YOUR INSTRUCTIONS: Where the data below contains pictures, omit them; output the rest word for word.

====== DATA TO PROCESS

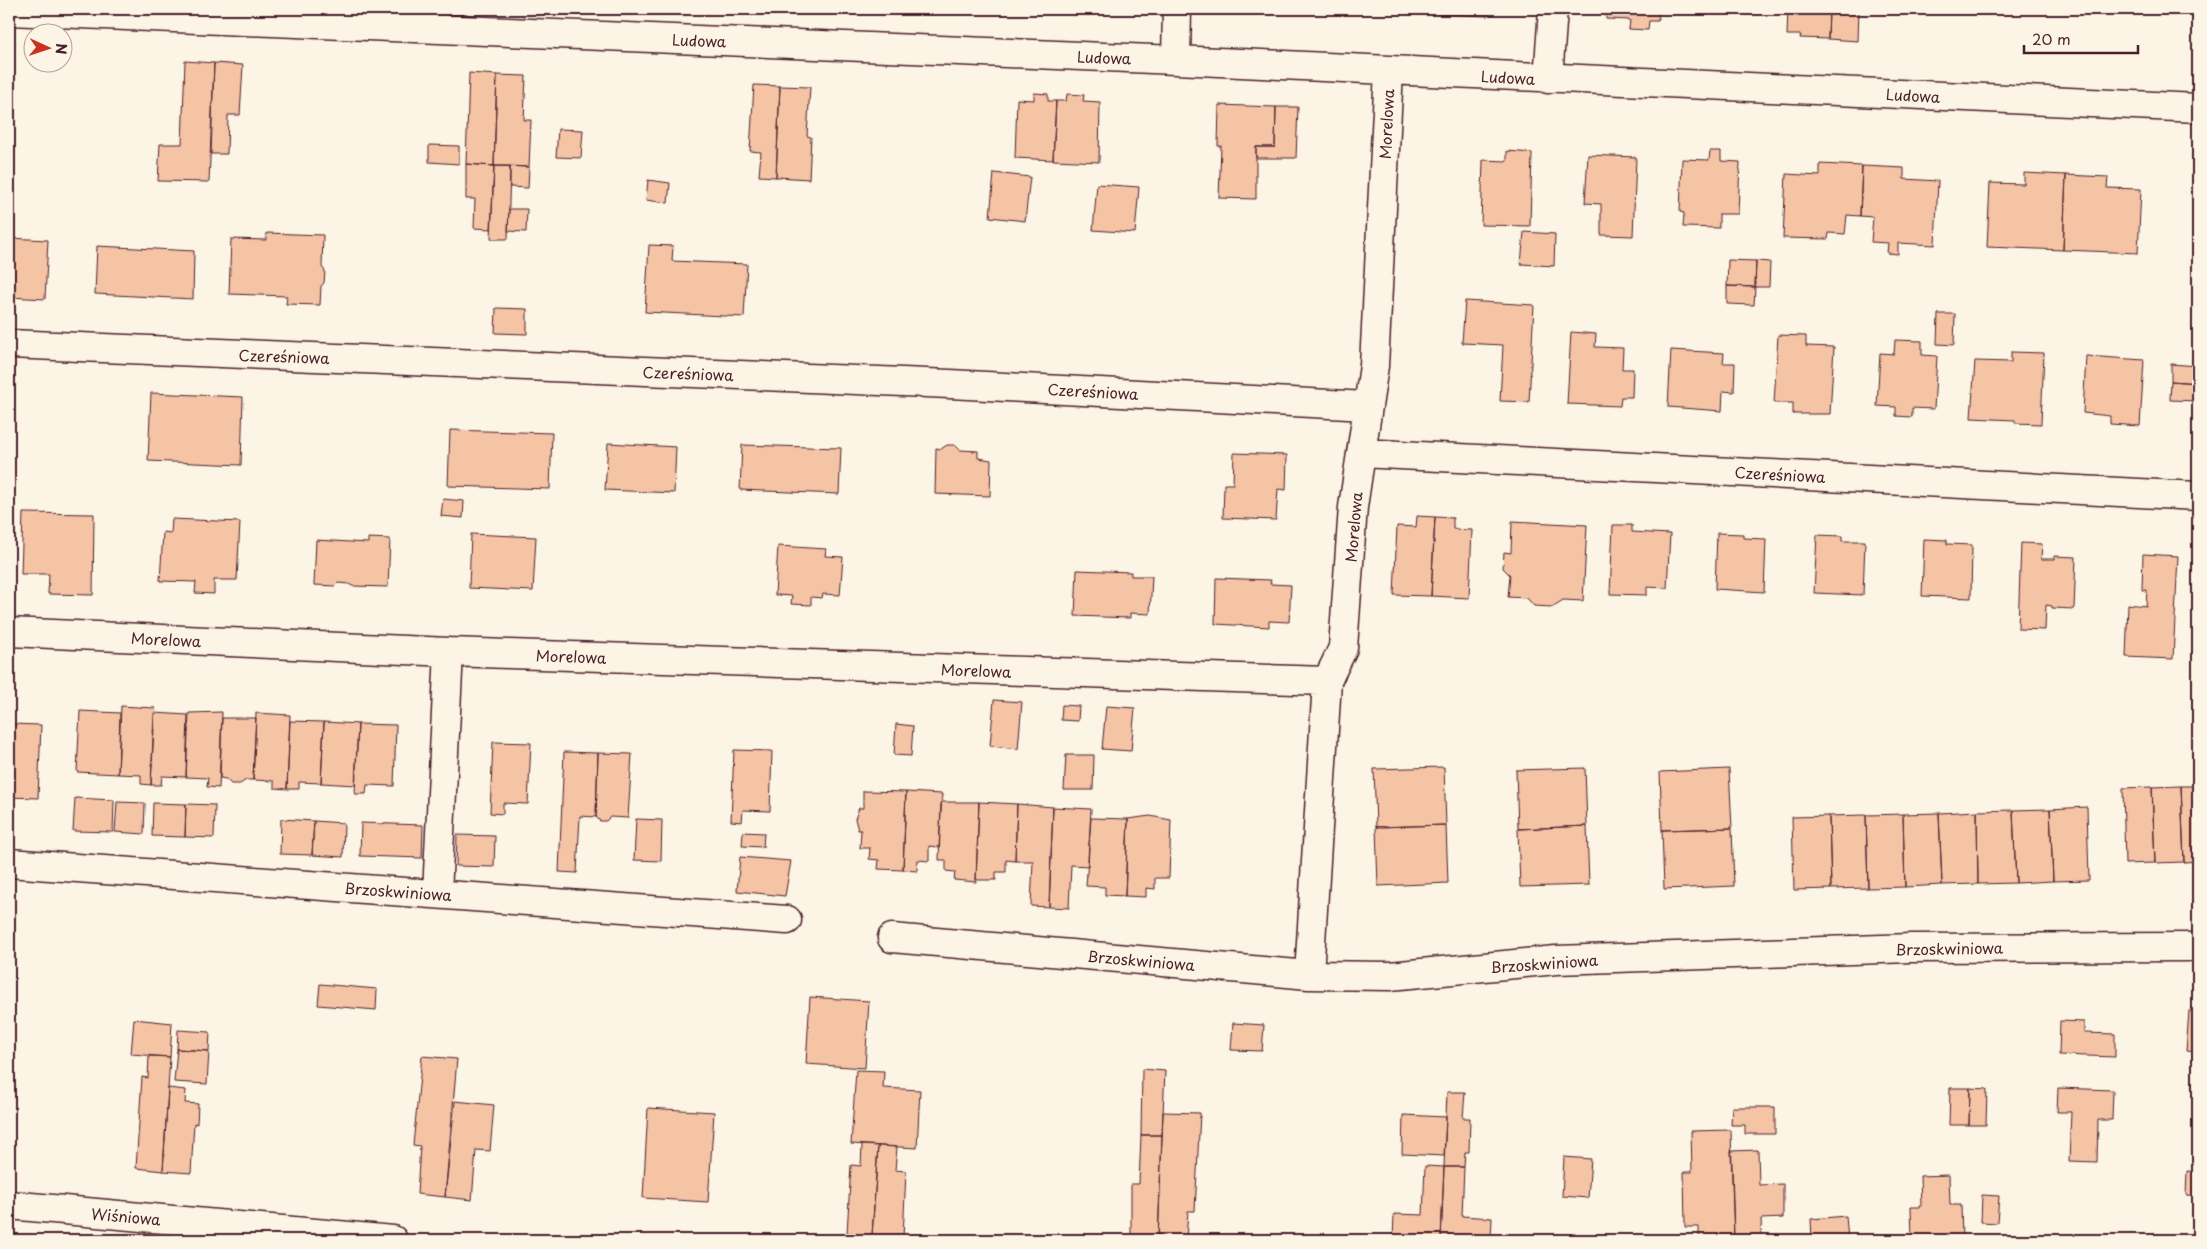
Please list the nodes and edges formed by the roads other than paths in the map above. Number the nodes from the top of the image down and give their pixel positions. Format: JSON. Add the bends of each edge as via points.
{"nodes":[{"id":1,"x":1177,"y":9,"type":"edge"},
{"id":2,"x":1552,"y":9,"type":"edge"},
{"id":3,"x":9,"y":11,"type":"edge"},
{"id":4,"x":1176,"y":60,"type":"junction"},
{"id":5,"x":1389,"y":71,"type":"junction"},
{"id":6,"x":1548,"y":78,"type":"junction"},
{"id":7,"x":2198,"y":108,"type":"edge"},
{"id":8,"x":9,"y":344,"type":"edge"},
{"id":9,"x":1368,"y":406,"type":"junction"},
{"id":10,"x":1361,"y":453,"type":"junction"},
{"id":11,"x":2198,"y":496,"type":"edge"},
{"id":12,"x":9,"y":632,"type":"edge"},
{"id":13,"x":449,"y":652,"type":"junction"},
{"id":14,"x":1327,"y":681,"type":"junction"},
{"id":15,"x":9,"y":863,"type":"edge"},
{"id":16,"x":437,"y":893,"type":"junction"},
{"id":17,"x":786,"y":920,"type":"dead end"},
{"id":18,"x":892,"y":938,"type":"dead end"},
{"id":19,"x":2198,"y":947,"type":"edge"},
{"id":20,"x":1309,"y":975,"type":"junction"},
{"id":21,"x":9,"y":1205,"type":"edge"},
{"id":22,"x":394,"y":1240,"type":"edge"}],
"edges":[{"from":1,"to":4,"type":"street"},
{"from":2,"to":6,"type":"street"},
{"from":3,"to":4,"type":"street","name":"Ludowa"},
{"from":4,"to":5,"type":"street","name":"Ludowa"},
{"from":5,"to":6,"type":"street","name":"Ludowa"},
{"from":5,"to":9,"type":"street","name":"Morelowa","via":[[1374,366]]},
{"from":6,"to":7,"type":"street","name":"Ludowa"},
{"from":8,"to":9,"type":"street","name":"Czereśniowa","via":[[950,384]]},
{"from":9,"to":10,"type":"street","name":"Morelowa"},
{"from":10,"to":11,"type":"street","name":"Czereśniowa"},
{"from":10,"to":14,"type":"street","name":"Morelowa","via":[[1353,507],[1343,648]]},
{"from":12,"to":13,"type":"street","name":"Morelowa"},
{"from":13,"to":14,"type":"street","name":"Morelowa"},
{"from":13,"to":16,"type":"street"},
{"from":14,"to":20,"type":"street"},
{"from":15,"to":16,"type":"street","name":"Brzoskwiniowa"},
{"from":16,"to":17,"type":"street","name":"Brzoskwiniowa"},
{"from":18,"to":20,"type":"street","name":"Brzoskwiniowa"},
{"from":19,"to":20,"type":"street","name":"Brzoskwiniowa","via":[[1902,948],[1556,960],[1390,976]]},
{"from":21,"to":22,"type":"street","name":"Wiśniowa"}]}
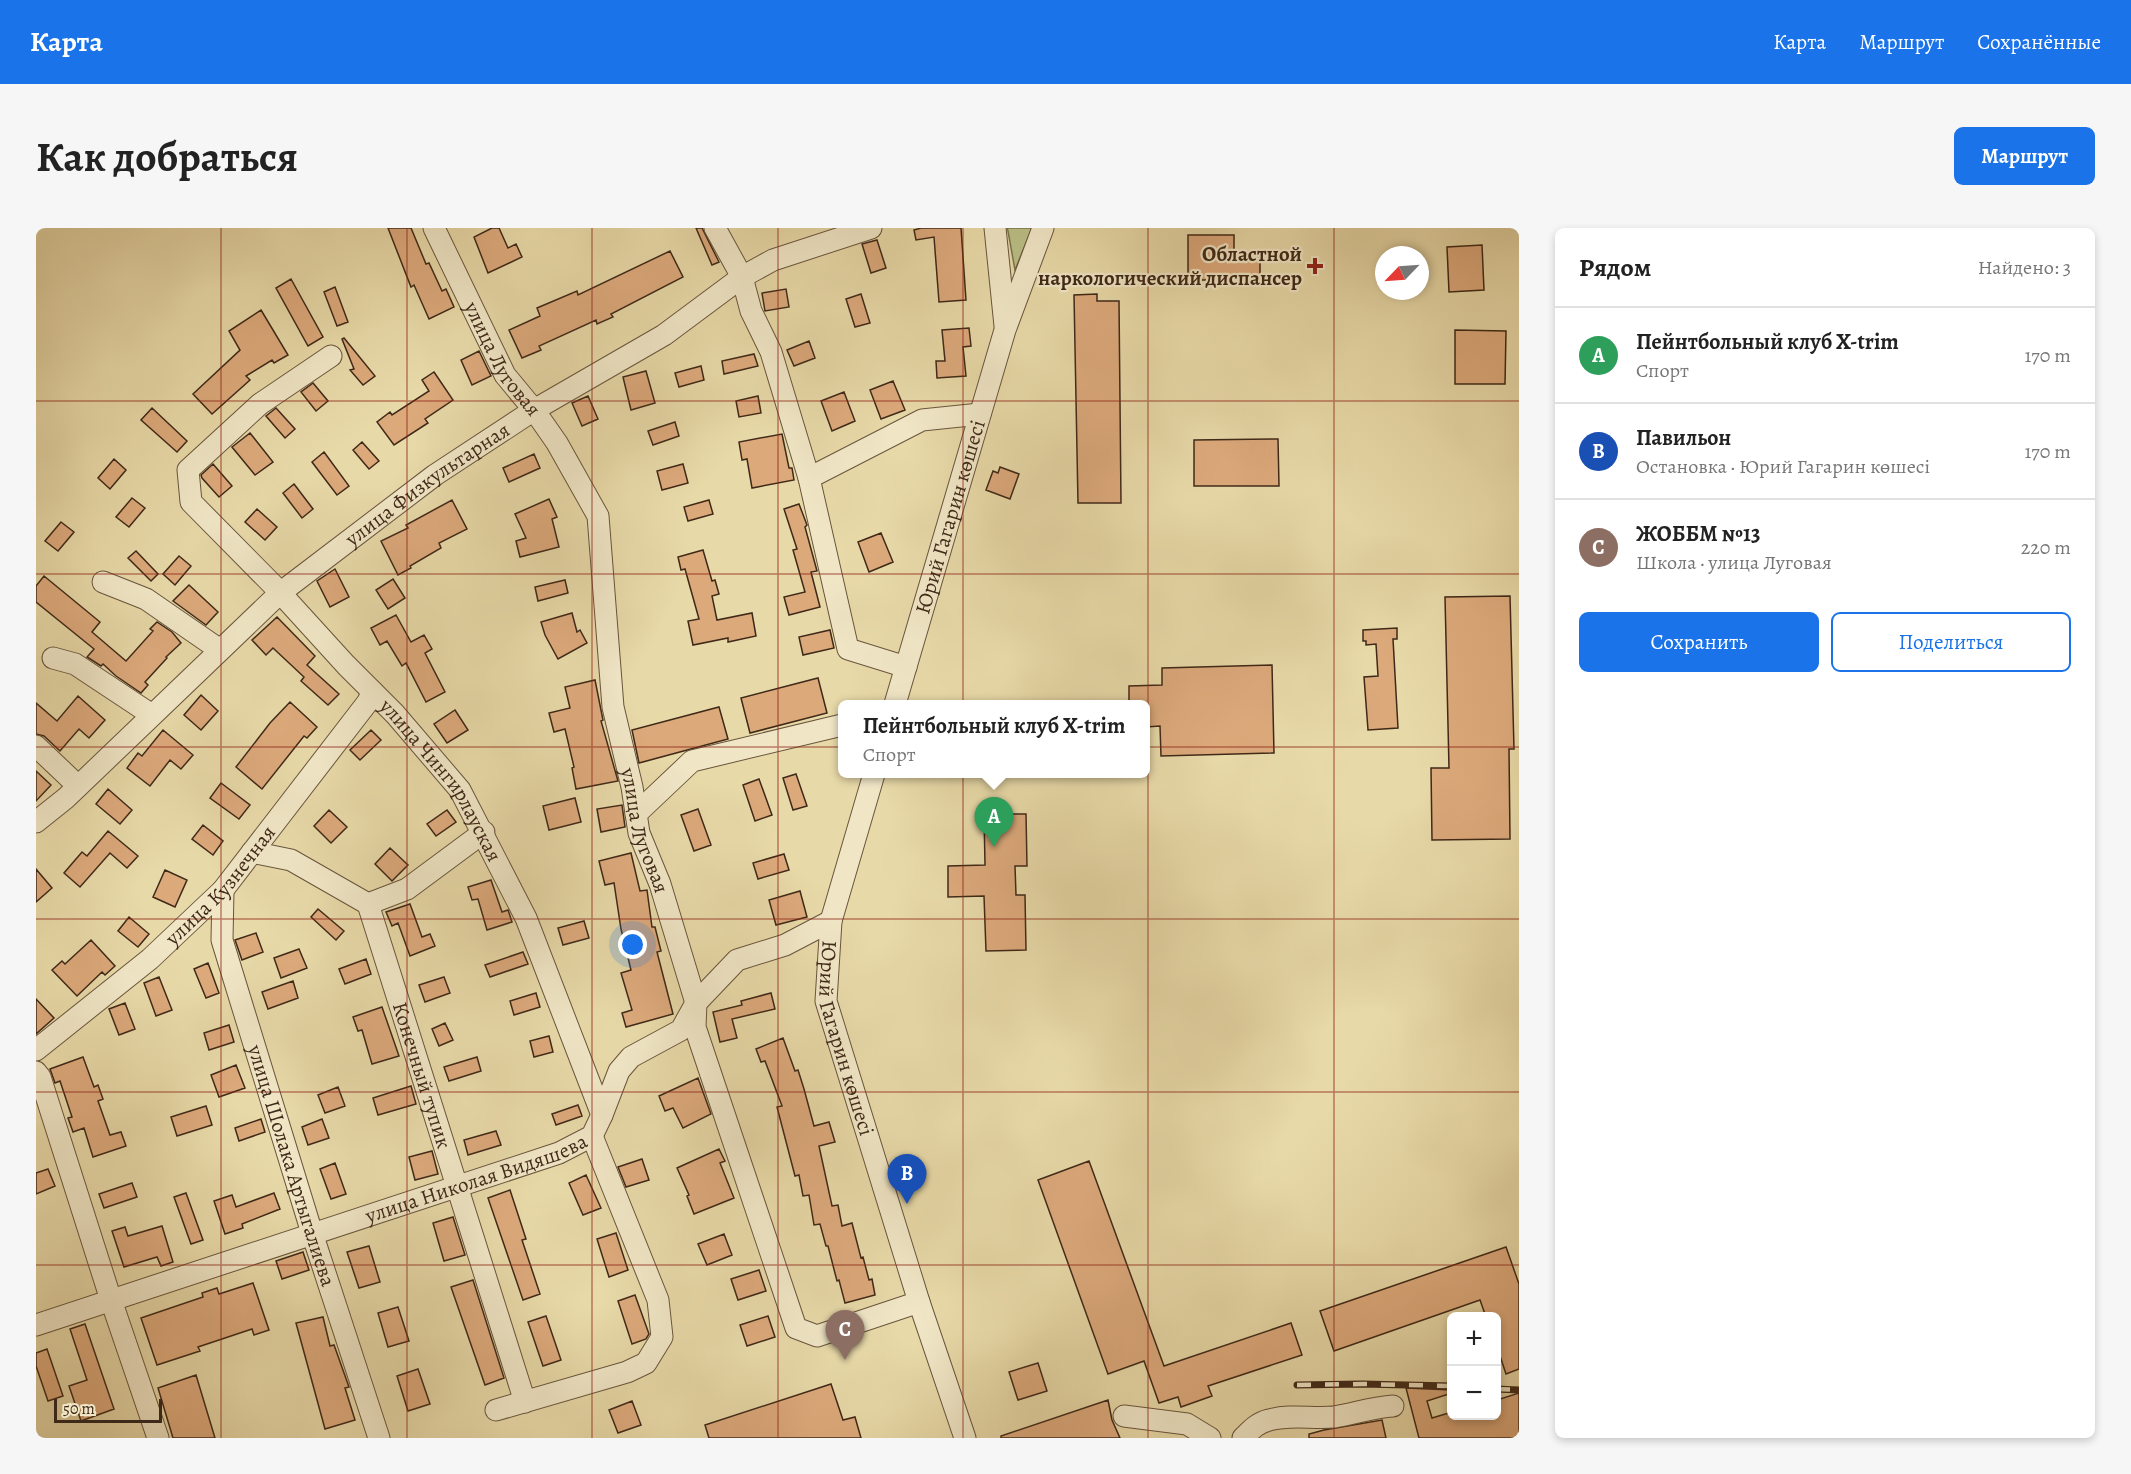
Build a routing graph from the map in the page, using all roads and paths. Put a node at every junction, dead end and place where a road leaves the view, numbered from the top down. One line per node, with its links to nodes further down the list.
1 (434, 228): 9 (street, улица Луговая)
2 (715, 228): 6 (street)
3 (871, 228): 6 (street, улица Физкультарная)
4 (995, 228): 7 (street, Юрий Гагарин көшесі)
5 (1043, 228): 7 (street, Юрий Гагарин көшесі)
6 (742, 277): 9 (street, улица Физкультарная); 11 (street)
7 (1005, 330): 10 (street, Юрий Гагарин көшесі)
8 (331, 356): 13 (street, улица Чингирлауская)
9 (534, 410): 13 (street, улица Физкультарная); 24 (street, улица Луговая)
10 (980, 414): 11 (street); 16 (street, Юрий Гагарин көшесі)
11 (808, 478): 16 (street)
12 (103, 582): 14 (street)
13 (280, 593): 14 (street, улица Физкультарная); 17 (street, улица Чингирлауская)
14 (220, 650): 19 (street, улица Физкультарная)
15 (53, 658): 19 (street)
16 (906, 667): 18 (street, Юрий Гагарин көшесі)
17 (373, 692): 26 (street, улица Чингирлауская); 27 (street, улица Кузнечная)
18 (896, 700)
19 (152, 715): 23 (street, улица Физкультарная)
20 (838, 726): 24 (street)
21 (36, 746): 23 (street)
22 (873, 778): 30 (street, Юрий Гагарин көшесі)
23 (78, 786): 25 (street, улица Физкультарная)
24 (636, 813): 31 (street, улица Луговая)
25 (36, 822)
26 (484, 832): 29 (street); 34 (street, улица Чингирлауская)
27 (252, 852): 28 (street, улица Кузнечная); 29 (street)
28 (223, 890): 32 (street, улица Кузнечная); 37 (street, улица Шолака Артыгалиева)
29 (368, 904): 36 (street, Конечный тупик)
30 (831, 921): 31 (street, улица Николая Видяшева); 39 (street, Юрий Гагарин көшесі)
31 (696, 1003): 34 (street, улица Николая Видяшева); 39 (street, улица Луговая)
32 (36, 1050)
33 (36, 1072): 38 (street)
34 (602, 1116): 35 (street, улица Николая Видяшева)
35 (592, 1136): 36 (street, улица Николая Видяшева); 41 (street)
36 (457, 1185): 37 (street, улица Николая Видяшева); 41 (street, Конечный тупик)
37 (312, 1233): 38 (street, улица Николая Видяшева); 46 (street, улица Шолака Артыгалиева)
38 (111, 1300): 40 (street, улица Николая Видяшева); 45 (street)
39 (919, 1302): 47 (street, Юрий Гагарин көшесі)
40 (36, 1325)
41 (525, 1402): 43 (street)
42 (1393, 1406): 49 (street)
43 (496, 1410)
44 (1124, 1416): 48 (street)
45 (158, 1438)
46 (379, 1438)
47 (965, 1438)
48 (1210, 1438)
49 (1243, 1438)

============

EXERCISE RESPONSE:
Please list the nodes and edges formed by the roads other than paths in the map above. Number the nodes from the top of the image down and give their pixel positions. Format: JSON. Add the bends of each edge as via points.
{"nodes":[{"id":1,"x":1177,"y":9,"type":"edge"},
{"id":2,"x":1552,"y":9,"type":"edge"},
{"id":3,"x":9,"y":11,"type":"edge"},
{"id":4,"x":1176,"y":60,"type":"junction"},
{"id":5,"x":1389,"y":71,"type":"junction"},
{"id":6,"x":1548,"y":78,"type":"junction"},
{"id":7,"x":2198,"y":108,"type":"edge"},
{"id":8,"x":9,"y":344,"type":"edge"},
{"id":9,"x":1368,"y":406,"type":"junction"},
{"id":10,"x":1361,"y":453,"type":"junction"},
{"id":11,"x":2198,"y":496,"type":"edge"},
{"id":12,"x":9,"y":632,"type":"edge"},
{"id":13,"x":449,"y":652,"type":"junction"},
{"id":14,"x":1327,"y":681,"type":"junction"},
{"id":15,"x":9,"y":863,"type":"edge"},
{"id":16,"x":437,"y":893,"type":"junction"},
{"id":17,"x":786,"y":920,"type":"dead end"},
{"id":18,"x":892,"y":938,"type":"dead end"},
{"id":19,"x":2198,"y":947,"type":"edge"},
{"id":20,"x":1309,"y":975,"type":"junction"},
{"id":21,"x":9,"y":1205,"type":"edge"},
{"id":22,"x":394,"y":1240,"type":"edge"}],
"edges":[{"from":1,"to":4,"type":"street"},
{"from":2,"to":6,"type":"street"},
{"from":3,"to":4,"type":"street","name":"Ludowa"},
{"from":4,"to":5,"type":"street","name":"Ludowa"},
{"from":5,"to":6,"type":"street","name":"Ludowa"},
{"from":5,"to":9,"type":"street","name":"Morelowa","via":[[1374,366]]},
{"from":6,"to":7,"type":"street","name":"Ludowa"},
{"from":8,"to":9,"type":"street","name":"Czereśniowa","via":[[950,384]]},
{"from":9,"to":10,"type":"street","name":"Morelowa"},
{"from":10,"to":11,"type":"street","name":"Czereśniowa"},
{"from":10,"to":14,"type":"street","name":"Morelowa","via":[[1353,507],[1343,648]]},
{"from":12,"to":13,"type":"street","name":"Morelowa"},
{"from":13,"to":14,"type":"street","name":"Morelowa"},
{"from":13,"to":16,"type":"street"},
{"from":14,"to":20,"type":"street"},
{"from":15,"to":16,"type":"street","name":"Brzoskwiniowa"},
{"from":16,"to":17,"type":"street","name":"Brzoskwiniowa"},
{"from":18,"to":20,"type":"street","name":"Brzoskwiniowa"},
{"from":19,"to":20,"type":"street","name":"Brzoskwiniowa","via":[[1902,948],[1556,960],[1390,976]]},
{"from":21,"to":22,"type":"street","name":"Wiśniowa"}]}
Build a routing graph from the map in the page, using all roads and paths. Put a node at every junction, dead end and place where a road leaves the view, numbered from the top down. One line per node, with its links to nodes further down the list.
1 (434, 228): 9 (street, улица Луговая)
2 (715, 228): 6 (street)
3 (871, 228): 6 (street, улица Физкультарная)
4 (995, 228): 7 (street, Юрий Гагарин көшесі)
5 (1043, 228): 7 (street, Юрий Гагарин көшесі)
6 (742, 277): 9 (street, улица Физкультарная); 11 (street)
7 (1005, 330): 10 (street, Юрий Гагарин көшесі)
8 (331, 356): 13 (street, улица Чингирлауская)
9 (534, 410): 13 (street, улица Физкультарная); 24 (street, улица Луговая)
10 (980, 414): 11 (street); 16 (street, Юрий Гагарин көшесі)
11 (808, 478): 16 (street)
12 (103, 582): 14 (street)
13 (280, 593): 14 (street, улица Физкультарная); 17 (street, улица Чингирлауская)
14 (220, 650): 19 (street, улица Физкультарная)
15 (53, 658): 19 (street)
16 (906, 667): 18 (street, Юрий Гагарин көшесі)
17 (373, 692): 26 (street, улица Чингирлауская); 27 (street, улица Кузнечная)
18 (896, 700)
19 (152, 715): 23 (street, улица Физкультарная)
20 (838, 726): 24 (street)
21 (36, 746): 23 (street)
22 (873, 778): 30 (street, Юрий Гагарин көшесі)
23 (78, 786): 25 (street, улица Физкультарная)
24 (636, 813): 31 (street, улица Луговая)
25 (36, 822)
26 (484, 832): 29 (street); 34 (street, улица Чингирлауская)
27 (252, 852): 28 (street, улица Кузнечная); 29 (street)
28 (223, 890): 32 (street, улица Кузнечная); 37 (street, улица Шолака Артыгалиева)
29 (368, 904): 36 (street, Конечный тупик)
30 (831, 921): 31 (street, улица Николая Видяшева); 39 (street, Юрий Гагарин көшесі)
31 (696, 1003): 34 (street, улица Николая Видяшева); 39 (street, улица Луговая)
32 (36, 1050)
33 (36, 1072): 38 (street)
34 (602, 1116): 35 (street, улица Николая Видяшева)
35 (592, 1136): 36 (street, улица Николая Видяшева); 41 (street)
36 (457, 1185): 37 (street, улица Николая Видяшева); 41 (street, Конечный тупик)
37 (312, 1233): 38 (street, улица Николая Видяшева); 46 (street, улица Шолака Артыгалиева)
38 (111, 1300): 40 (street, улица Николая Видяшева); 45 (street)
39 (919, 1302): 47 (street, Юрий Гагарин көшесі)
40 (36, 1325)
41 (525, 1402): 43 (street)
42 (1393, 1406): 49 (street)
43 (496, 1410)
44 (1124, 1416): 48 (street)
45 (158, 1438)
46 (379, 1438)
47 (965, 1438)
48 (1210, 1438)
49 (1243, 1438)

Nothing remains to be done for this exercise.